J’aurai, en donnant ce récit, d’autres divulgations à faire, non plus seulement sur les travaux criminels de cette pharmacie d’empoisonnements, mais aussi sur une propagande diabolique qui s’exerce dans les milieux pétris d’ignorance, en certaines contrées arriérées, propagande dont le but est de pousser aux plus odieux sacrilèges. C’est ainsi qu’en haine de Jésus-Christ les sectaires de l’occultisme moderne ont réussi à répandre au Brésil, dans les campagnes, une superstition monstrueuse. Le métis de la basse classe, qui en veut à quelqu’un, ne recourt pas à l’envoûtement, comme au moyen-âge, ni à la jettatura, comme de nos jours encore en Italie. Voici comment il opère : il prend un gros crapaud, de l’espèce du crapaud cornu, et il lui administre le baptême en lui donnant les nom et prénoms de la personne qu’il considère comme son ennemi ; après quoi, il fait avaler au batracien une hostie consacrée, qu’il s’est procurée par la communion à l’église ; le crapaud est alors enveloppé dans de la terre glaise et est ainsi enterré soit sous le seuil de la porte de l’adversaire détesté et maudit, soit à un endroit où il a l’habitude de passer tous les jours. Cette coutume, qui ne remonte pas à plus d’un siècle, est aussi répandue, en Europe, chez les paysans du Portugal et entretenue avec soin par les ennemis de la religion chrétienne ; toutefois, les Portugais se servent du crapaud de l’espèce vulgaire.

On ne peut, sans frémir, songer à bien d’autres pratiques, où le sacrilège joue toujours le premier rôle, et que les cabalistes modernes cherchent partout à introduire parmi les campagnards superstitieux.

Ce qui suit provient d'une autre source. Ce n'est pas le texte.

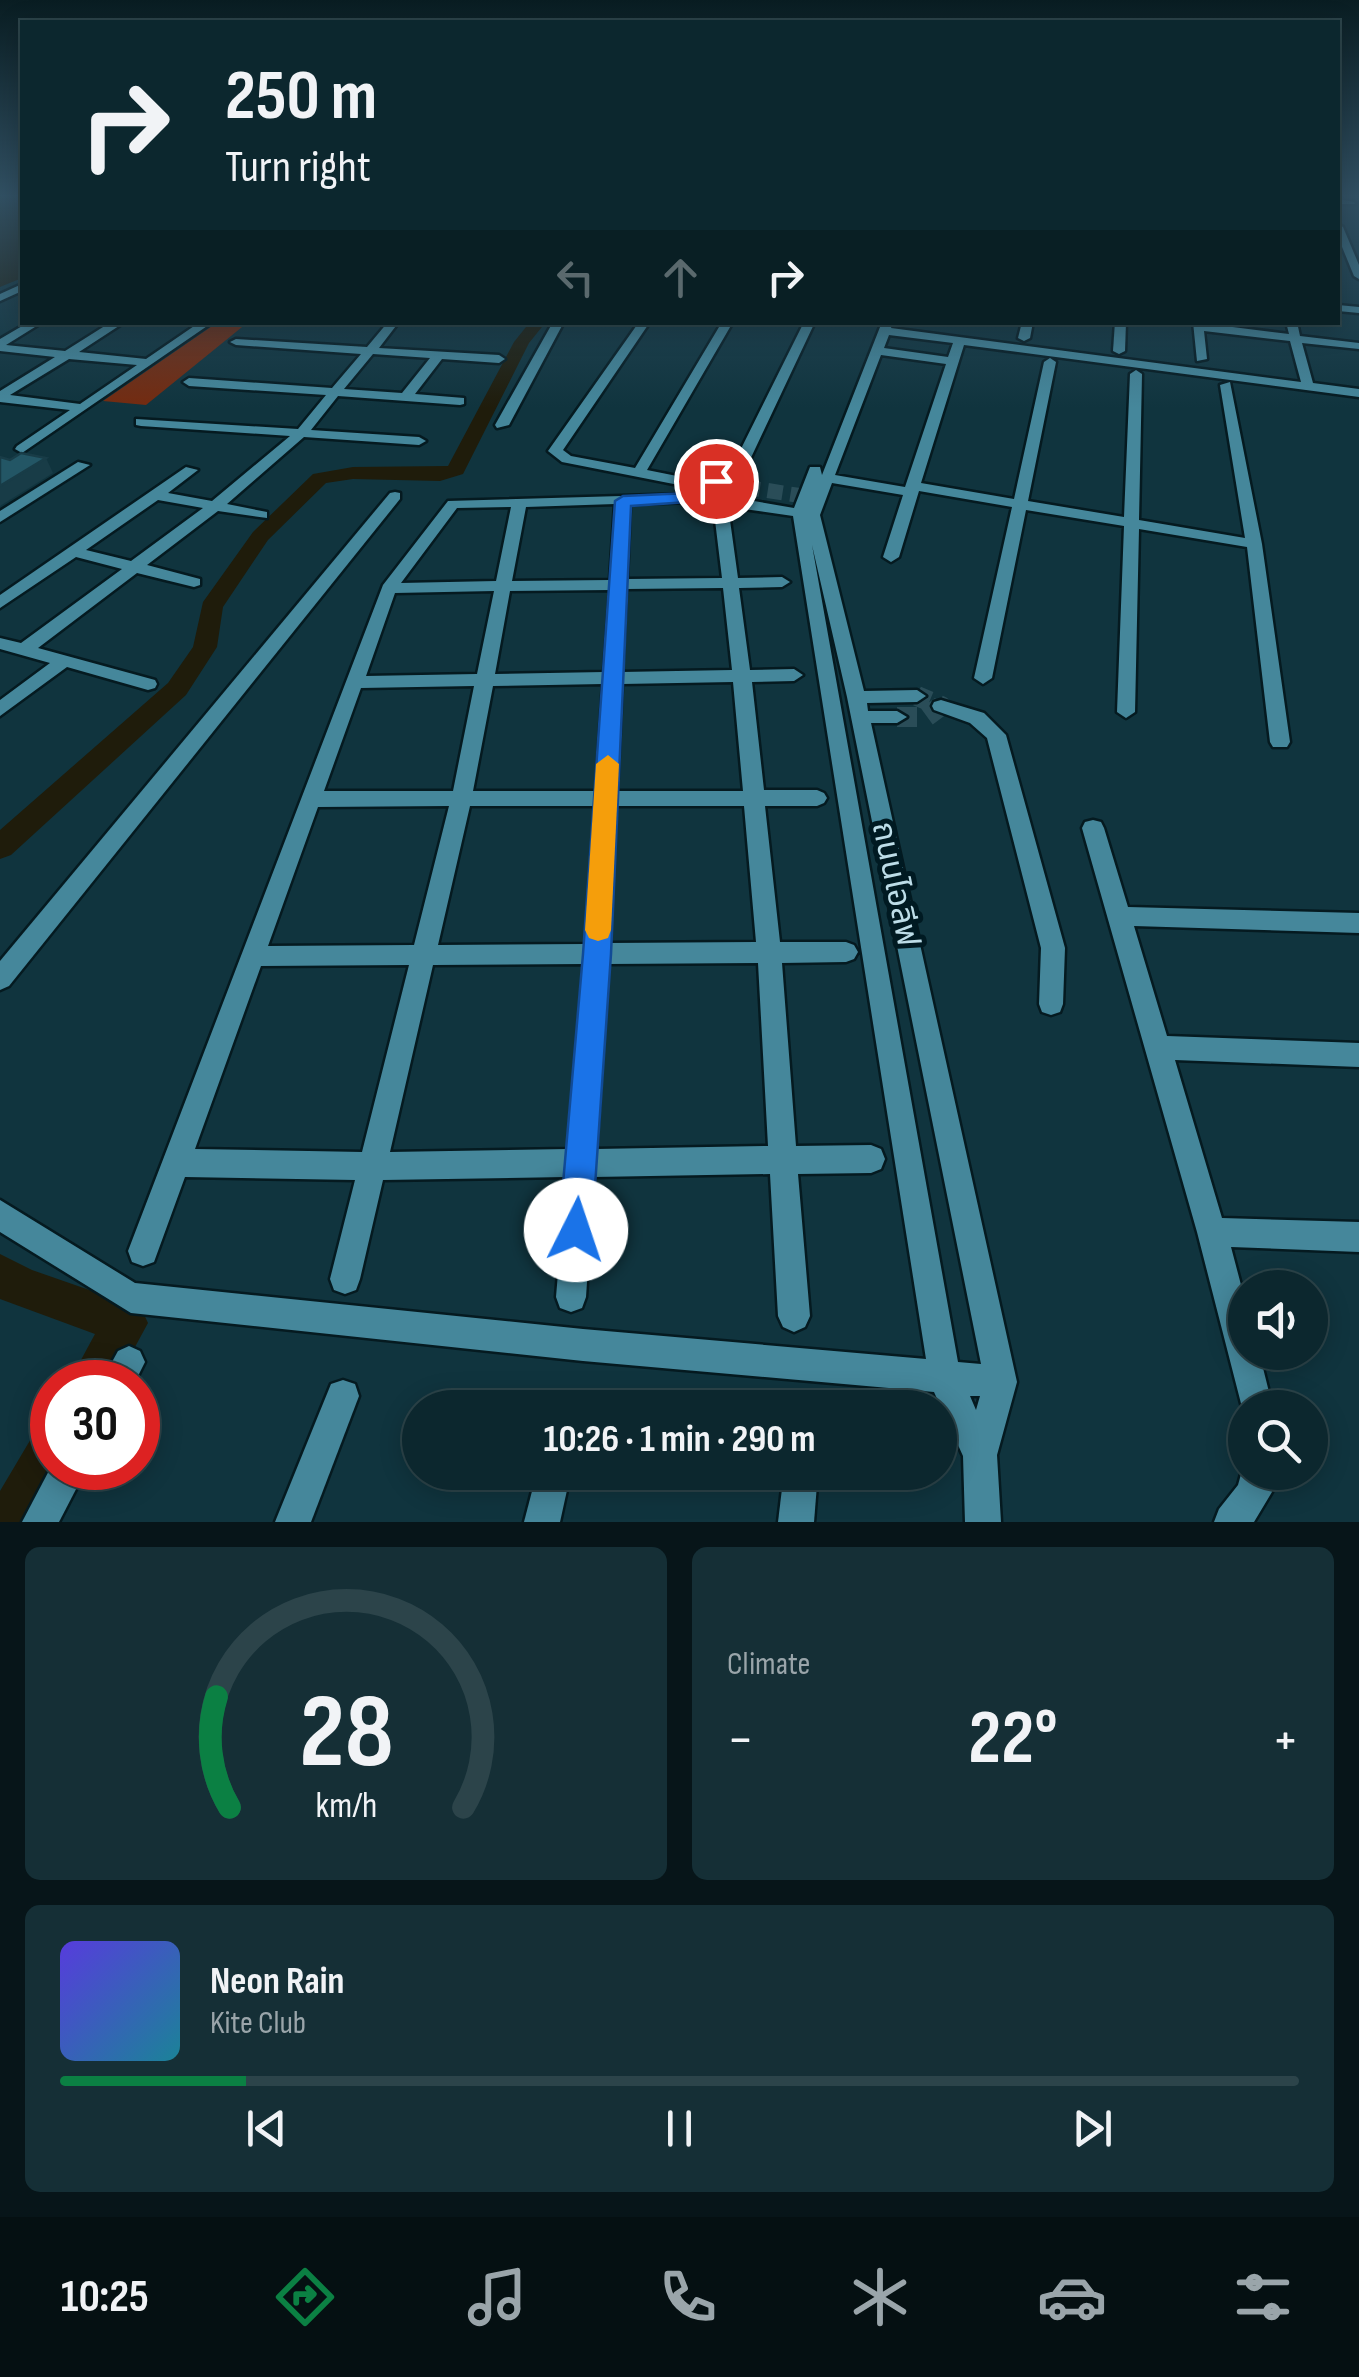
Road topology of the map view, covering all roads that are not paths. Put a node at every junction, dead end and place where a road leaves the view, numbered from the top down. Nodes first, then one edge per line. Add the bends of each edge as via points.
1 (33, 325) edge
2 (115, 325) edge
3 (204, 325) edge
4 (392, 325) edge
5 (557, 325) edge
6 (643, 325) edge
7 (726, 325) edge
8 (809, 325) edge
9 (1027, 325) edge
10 (1121, 325) edge
11 (1198, 325) edge
12 (1205, 325) edge
13 (1292, 325) edge
14 (882, 332) edge
15 (1024, 338) dead end
16 (1295, 338) junction
17 (959, 341) junction
18 (236, 342) dead end
19 (0, 346) edge
20 (1359, 346) edge
21 (370, 351) junction
22 (1119, 351) dead end
23 (67, 355) junction
24 (439, 356) junction
25 (1201, 358) dead end
26 (499, 359) dead end
27 (953, 360) junction
28 (1050, 362) dead end
29 (148, 363) junction
30 (1136, 374) dead end
31 (189, 382) dead end
32 (1226, 385) dead end
33 (1308, 386) junction
34 (337, 392) junction
35 (1359, 393) edge
36 (0, 397) edge
37 (406, 397) junction
38 (460, 401) dead end
39 (83, 408) junction
40 (141, 422) dead end
41 (502, 425) dead end
42 (301, 432) junction
43 (419, 441) dead end
44 (22, 449) edge
45 (83, 465) dead end
46 (191, 470) dead end
47 (638, 472) junction
48 (828, 472) junction
49 (732, 482) junction
50 (912, 486) junction
51 (699, 492) junction
52 (156, 494) junction
53 (395, 496) dead end
54 (623, 501) junction
55 (519, 504) junction
56 (1018, 504) junction
57 (219, 506) junction
58 (732, 506) junction
59 (800, 513) junction
60 (262, 515) dead end
61 (0, 517) edge
62 (1132, 524) junction
63 (1254, 544) junction
64 (74, 552) junction
65 (891, 557) dead end
66 (137, 567) junction
67 (194, 582) dead end
68 (782, 582) dead end
69 (620, 584) junction
70 (732, 584) junction
71 (389, 588) junction
72 (504, 588) junction
73 (0, 603) edge
74 (0, 643) edge
75 (24, 650) junction
76 (64, 661) junction
77 (794, 675) dead end
78 (742, 676) junction
79 (614, 677) junction
80 (983, 678) dead end
81 (487, 679) junction
82 (354, 682) junction
83 (148, 684) dead end
84 (918, 696) dead end
85 (940, 706) dead end
86 (858, 707) junction
87 (0, 710) edge
88 (1126, 712) dead end
89 (897, 717) tunnel mouth
90 (1280, 742) dead end
91 (816, 798) dead end
92 (312, 799) junction
93 (754, 799) junction
94 (604, 800) junction
95 (461, 801) junction
96 (1093, 828) dead end
97 (1119, 916) junction
98 (1359, 923) edge
99 (769, 952) junction
100 (846, 952) dead end
101 (597, 954) junction
102 (425, 955) junction
103 (253, 956) junction
104 (0, 979) edge
105 (1052, 1004) dead end
106 (1158, 1048) junction
107 (1359, 1055) edge
108 (783, 1158) junction
109 (871, 1159) dead end
110 (176, 1163) junction
111 (580, 1163) junction
112 (373, 1166) junction
113 (0, 1215) edge
114 (1212, 1232) junction
115 (1359, 1237) edge
116 (143, 1251) dead end
117 (345, 1278) dead end
118 (571, 1298) dead end
119 (794, 1316) dead end
120 (946, 1378) junction
121 (1001, 1382) junction
122 (1252, 1390) edge
123 (343, 1396) dead end
124 (980, 1455) junction
125 (58, 1490) edge
126 (550, 1490) edge
127 (799, 1490) edge
128 (1255, 1490) edge
129 (40, 1522) edge
130 (294, 1522) edge
131 (542, 1522) edge
132 (796, 1522) edge
133 (983, 1522) edge
134 (1232, 1522) edge

1 - 19 street
2 - 23 street
3 - 29 street
4 - 21 street
5 - 41 street
6 - 47 street via 555,451
7 - 47 street
8 - 49 street
9 - 15 street
10 - 22 street
11 - 25 street
12 - 16 street
13 - 16 street
14 - 17 street
14 - 27 street
14 - 48 street, ถนนไอลีฟ
14 - 59 street, ถนนไอลีฟ via 864,358
16 - 20 street
16 - 33 street
17 - 27 street
17 - 33 street
18 - 21 street
19 - 23 street
21 - 24 street
21 - 34 street
23 - 29 street
23 - 36 street
24 - 26 street
24 - 37 street
27 - 50 street
28 - 56 street
29 - 39 street
30 - 62 street
31 - 34 street
32 - 63 street
33 - 35 street
34 - 37 street
34 - 42 street
36 - 39 street
37 - 38 street
39 - 44 street
40 - 42 street
42 - 43 street
42 - 57 street
45 - 61 street
46 - 52 street
47 - 51 street
48 - 50 street
48 - 86 street, ถนนไอลีฟ via 813,515
49 - 51 street
49 - 58 street via 748,492
50 - 56 street
50 - 65 street
51 - 54 street
51 - 58 street via 705,505
52 - 57 street
52 - 64 street
53 - 104 street
54 - 55 street
54 - 69 street
55 - 71 street via 453,504
55 - 72 street
56 - 62 street
56 - 80 street
57 - 60 street
57 - 66 street
58 - 59 street
58 - 70 street
59 - 120 street, ถนนไอลีฟ
62 - 63 street
62 - 88 street
63 - 90 street
64 - 66 street
64 - 73 street
66 - 67 street
66 - 75 street
68 - 70 street
69 - 70 street
69 - 72 street
69 - 79 street
70 - 78 street
71 - 72 street
71 - 82 street
72 - 81 street
74 - 75 street
75 - 76 street
76 - 83 street
76 - 87 street
77 - 78 street
78 - 79 street
78 - 93 street
79 - 81 street
79 - 94 street
81 - 82 street
81 - 95 street
82 - 92 street
84 - 86 street
85 - 105 street via 977,718 996,735 1053,948
86 - 89 street
86 - 121 street, ถนนไอลีฟ
91 - 93 street
92 - 95 street
92 - 103 street
93 - 94 street
93 - 99 street
94 - 95 street
94 - 101 street
95 - 102 street
96 - 97 street
97 - 98 street
97 - 106 street
99 - 100 street
99 - 101 street
99 - 108 street
101 - 102 street
101 - 111 street
102 - 103 street
102 - 112 street
103 - 110 street
106 - 107 street
106 - 114 street
108 - 109 street
108 - 111 street
108 - 119 street
110 - 112 street
110 - 116 street
111 - 112 street
111 - 118 street
112 - 117 street
113 - 120 street via 131,1298
114 - 115 street
114 - 122 street
120 - 121 street
120 - 124 street, ถนนไอลีฟ
121 - 124 street, ถนนไอลีฟ
123 - 130 street
124 - 133 street, ถนนไอลีฟ
125 - 129 street
126 - 131 street
127 - 132 street
128 - 134 street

Pas bien loin de notre capitale, dans une petite localité nommée Bobigny, c’est-à-dire aux portes mêmes de Paris, on est parvenu à endoctriner les maraîchers qui vont chaque jour porter leurs légumes aux Halles ; ce village est un foyer d’occultisme ; les adeptes n’en sont pas encore aux sacrilèges, mais ils se livrent déjà à la nécromancie, avec accompagnement de blasphèmes dans leurs évocations. Dans un faubourg de Lille, appelé Fives, il y a aussi une société dite philosophique, dont le chef est à la fois perruquier et marchand de vins, lequel exerce une certaine influence sur les gens simples de la classe ouvrière ; ce perruquier philosophe, qui n’est pas dépourvu de prétentions politiques, est un simple luciférien déguisé en libre-penseur ; il réunit chez lui des hommes du peuple, les prêche et leur fait fouler aux pieds un crucifix, sous le prétexte que cela leur portera bonheur à bref délai.